- **Stored data entries**
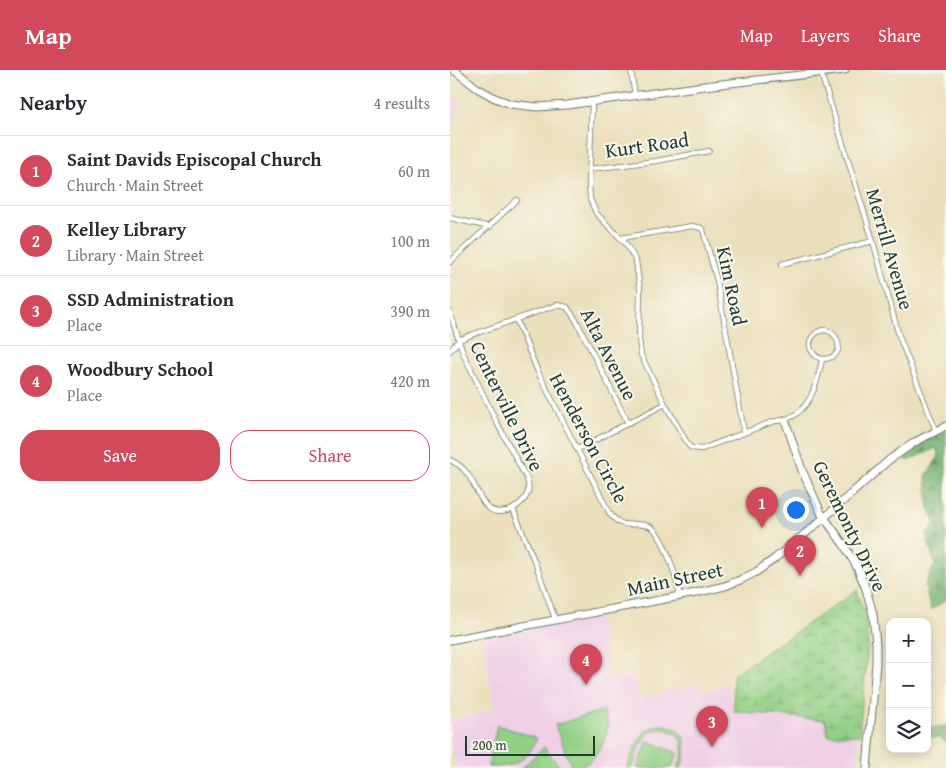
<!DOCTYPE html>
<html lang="en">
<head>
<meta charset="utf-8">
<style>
  :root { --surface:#fff; --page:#f2f2f3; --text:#2b2b33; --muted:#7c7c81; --line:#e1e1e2; --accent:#d1495b }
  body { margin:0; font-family:"Gentium Book Plus",serif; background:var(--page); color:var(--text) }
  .controls { position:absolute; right:15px; bottom:15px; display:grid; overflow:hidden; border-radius:10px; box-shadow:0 2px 12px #0003 }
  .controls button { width:45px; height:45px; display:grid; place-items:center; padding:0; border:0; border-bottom:1px solid var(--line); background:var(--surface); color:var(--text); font:25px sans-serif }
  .scale { position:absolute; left:15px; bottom:12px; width:130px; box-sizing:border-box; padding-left:5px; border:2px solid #1f3d34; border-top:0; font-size:14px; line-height:18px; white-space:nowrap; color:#1f3d34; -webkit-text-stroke:4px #fbf7ec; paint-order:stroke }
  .you { position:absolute; left:345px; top:439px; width:18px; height:18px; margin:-12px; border:4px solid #fff; border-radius:50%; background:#1a73e8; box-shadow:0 0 0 8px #1a73e833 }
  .badge { display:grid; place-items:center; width:32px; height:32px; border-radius:50%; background:var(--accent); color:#fff; font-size:16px; font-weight:700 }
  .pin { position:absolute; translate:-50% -41px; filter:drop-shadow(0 1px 2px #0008) }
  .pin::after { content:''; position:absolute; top:26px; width:18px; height:15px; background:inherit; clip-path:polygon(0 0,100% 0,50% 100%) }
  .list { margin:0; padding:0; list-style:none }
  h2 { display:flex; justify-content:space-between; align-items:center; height:65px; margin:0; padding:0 20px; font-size:21px }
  h2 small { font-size:16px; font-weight:400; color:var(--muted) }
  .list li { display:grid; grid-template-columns:32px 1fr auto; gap:15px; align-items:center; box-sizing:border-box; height:70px; padding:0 20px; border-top:1px solid var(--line) }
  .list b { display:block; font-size:19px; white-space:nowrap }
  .list p { margin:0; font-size:16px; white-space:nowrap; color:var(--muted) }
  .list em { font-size:16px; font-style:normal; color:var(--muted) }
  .actions { display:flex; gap:10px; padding:15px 20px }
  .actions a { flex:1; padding:11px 0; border:1px solid var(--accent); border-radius:20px; text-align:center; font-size:18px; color:var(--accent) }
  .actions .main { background:var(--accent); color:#fff }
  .icon { flex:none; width:28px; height:28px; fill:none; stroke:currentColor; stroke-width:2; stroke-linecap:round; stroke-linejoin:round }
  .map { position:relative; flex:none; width:496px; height:698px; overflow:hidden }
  header { display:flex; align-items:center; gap:30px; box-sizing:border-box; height:70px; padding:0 25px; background:var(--accent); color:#fff }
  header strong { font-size:24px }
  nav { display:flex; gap:28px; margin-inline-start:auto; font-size:18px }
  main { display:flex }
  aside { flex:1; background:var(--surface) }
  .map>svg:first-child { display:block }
  .built { fill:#efd0e7 }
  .forest { fill:url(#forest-firs); stroke:#4a7853 }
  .wetland { fill:url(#wetland-marsh); stroke:#59865c }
  .pitch { fill:#93d085; stroke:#59865c }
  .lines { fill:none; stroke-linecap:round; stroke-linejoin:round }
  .street-casing { stroke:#667664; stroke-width:6 }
  .secondary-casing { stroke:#667664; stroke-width:9 }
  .street { stroke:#fff; stroke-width:4.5 }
  .secondary { stroke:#fff; stroke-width:7 }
  .labels { text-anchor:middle; stroke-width:4; stroke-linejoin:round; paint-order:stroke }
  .street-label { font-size:20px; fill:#1f3d34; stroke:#fbf7ec }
</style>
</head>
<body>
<header>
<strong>Map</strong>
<nav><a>Map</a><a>Layers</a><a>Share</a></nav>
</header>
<main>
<aside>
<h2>Nearby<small>4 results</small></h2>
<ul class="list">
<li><span class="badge">1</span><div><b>Saint Davids Episcopal Church</b><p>Church · Main Street</p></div><em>60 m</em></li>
<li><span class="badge">2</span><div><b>Kelley Library</b><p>Library · Main Street</p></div><em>100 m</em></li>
<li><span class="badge">3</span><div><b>SSD Administration</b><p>Place</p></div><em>390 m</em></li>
<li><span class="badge">4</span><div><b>Woodbury School</b><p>Place</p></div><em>420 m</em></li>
</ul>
<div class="actions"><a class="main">Save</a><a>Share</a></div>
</aside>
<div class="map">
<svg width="496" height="698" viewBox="0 0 496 698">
  <defs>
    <pattern id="forest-firs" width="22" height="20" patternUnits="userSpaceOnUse" patternTransform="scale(1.25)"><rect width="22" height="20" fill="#76b272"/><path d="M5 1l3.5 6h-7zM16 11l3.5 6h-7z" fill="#60925e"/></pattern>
    <pattern id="wetland-marsh" width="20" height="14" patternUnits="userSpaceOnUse" patternTransform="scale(1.25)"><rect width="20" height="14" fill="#93d085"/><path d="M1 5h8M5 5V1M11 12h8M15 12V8" fill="none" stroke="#77aa6e"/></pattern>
  </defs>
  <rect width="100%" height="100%" fill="#fbf7ec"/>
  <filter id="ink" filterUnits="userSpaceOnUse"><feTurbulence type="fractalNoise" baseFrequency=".02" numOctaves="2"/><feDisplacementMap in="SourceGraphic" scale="10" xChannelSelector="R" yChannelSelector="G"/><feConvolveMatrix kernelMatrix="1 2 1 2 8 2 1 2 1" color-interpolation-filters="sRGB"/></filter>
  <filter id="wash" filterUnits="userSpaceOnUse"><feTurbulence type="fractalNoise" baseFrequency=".0096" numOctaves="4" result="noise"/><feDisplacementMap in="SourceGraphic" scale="20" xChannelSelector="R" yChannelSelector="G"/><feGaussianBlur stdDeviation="1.12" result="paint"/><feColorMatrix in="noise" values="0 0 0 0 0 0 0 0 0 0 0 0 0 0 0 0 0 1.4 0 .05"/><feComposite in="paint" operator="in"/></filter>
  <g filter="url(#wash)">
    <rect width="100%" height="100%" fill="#eae0bc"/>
    <path class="built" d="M6,27l5,5 -3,3 -1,9h-4l-1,2h2l-1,10h-3v2v-28z
      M149,546l11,63 25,-4 5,24 58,-16 2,9 29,-8 3,24 130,11 -5,49h-402l-5,-32v-17l44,-9 -11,-72z"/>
    <path class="forest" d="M496,361v169l-15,10 -6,-25 10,-21 -9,-29 10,-11 -7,-16 -3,-32 13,-20 -3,-8 -29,13 -4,-5 35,-22z
      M496,656v16l-7,-5 -12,1v-10z"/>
    <path class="wetland" d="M407,520l8,25 3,30 -9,90h-31l-3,-15 -91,-9 -1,-36z"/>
    <path class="pitch" d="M154,640c2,7 4,13 3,20 -2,17 -17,38 -35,38l-17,-43z
      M47,655l40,13c-10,23 -23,30 -49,29z
      M210,655c27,0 30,22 21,43h-4c3,-6 6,-12 6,-19 0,-18 -25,-27 -37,-13 -7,8 -10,22 -14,32h-5c7,-17 12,-40 33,-43z
      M198,671l30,12 -7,15h-34z
      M94,677l17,21h-39z"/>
  </g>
  <g filter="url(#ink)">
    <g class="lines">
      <defs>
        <path id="street" d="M181,0l4,26
          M371,3l52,168 26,95 37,95
          M142,32l-3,82 1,15 6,14 30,31 10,17 4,28 -1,50 2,16 24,49 24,42 3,2 10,1 70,-27c5,-2 11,-1 15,-3 23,-9 29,-33 34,-54l1,-6c-10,-3 -17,-15 -8,-24 19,-19 40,24 8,24
          M140,99l66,-8 53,-10
          M0,148l40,9
          M171,168l71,-12 9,2 2,2 14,51 27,151
          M0,192l67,-62
          M332,194l91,-23
          M0,242l13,41 33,68 31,58c5,15 -3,22 -14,30l25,61 17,49
          M66,249l22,53 72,142c15,18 22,6 39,12 15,6 28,55 31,70
          M0,281l9,-11 12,-5 86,-30 10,2 9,13 52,103
          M128,379l87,-45
          M0,390c6,3 12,6 16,12 15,18 15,50 47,37"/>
        <path id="secondary" d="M4,0l23,18 18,10 16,6 26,3 30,-2 137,-19 141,-16
          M335,350l17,50 19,43 23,32 13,22 9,22 7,25 3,30v20l-9,104
          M0,570l241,-46 34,-8 15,-6 16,-8 17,-12 51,-42 65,-58 26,-18 31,-16"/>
      </defs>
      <use href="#street" class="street-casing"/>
      <use href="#secondary" class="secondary-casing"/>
      <use href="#street" class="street"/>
      <use href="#secondary" class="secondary"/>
    </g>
  </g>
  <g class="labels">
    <g class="street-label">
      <text transform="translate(197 75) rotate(-8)" y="7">Kurt Road</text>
      <text transform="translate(440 179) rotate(74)" y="7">Merrill Avenue</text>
      <text transform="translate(282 216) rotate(78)" y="7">Kim Road</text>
      <text transform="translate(159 284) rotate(63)" y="7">Alta Avenue</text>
      <text transform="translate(57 336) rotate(64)" y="7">Centerville Drive</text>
      <text transform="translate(139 368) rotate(62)" y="7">Henderson Circle</text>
      <text transform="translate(400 456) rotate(64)" y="7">Geremonty Drive</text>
      <text transform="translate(225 509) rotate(-12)" y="7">Main Street</text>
    </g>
  </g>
</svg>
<div class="controls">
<button>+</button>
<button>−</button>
<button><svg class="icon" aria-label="layers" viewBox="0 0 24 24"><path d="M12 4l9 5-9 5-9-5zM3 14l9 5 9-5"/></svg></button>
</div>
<div class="scale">200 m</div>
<div class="you"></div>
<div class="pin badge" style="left:312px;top:458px">1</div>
<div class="pin badge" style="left:350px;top:506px">2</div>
<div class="pin badge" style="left:262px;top:677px">3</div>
<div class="pin badge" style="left:136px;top:615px">4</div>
</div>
</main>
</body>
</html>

- **WHAT IS EXPECTED**
From the data above, copy each line that holds "body".

- **RESPONSE TO THE EXERCISE**
  body { margin:0; font-family:"Gentium Book Plus",serif; background:var(--page); color:var(--text) }
<body>
</body>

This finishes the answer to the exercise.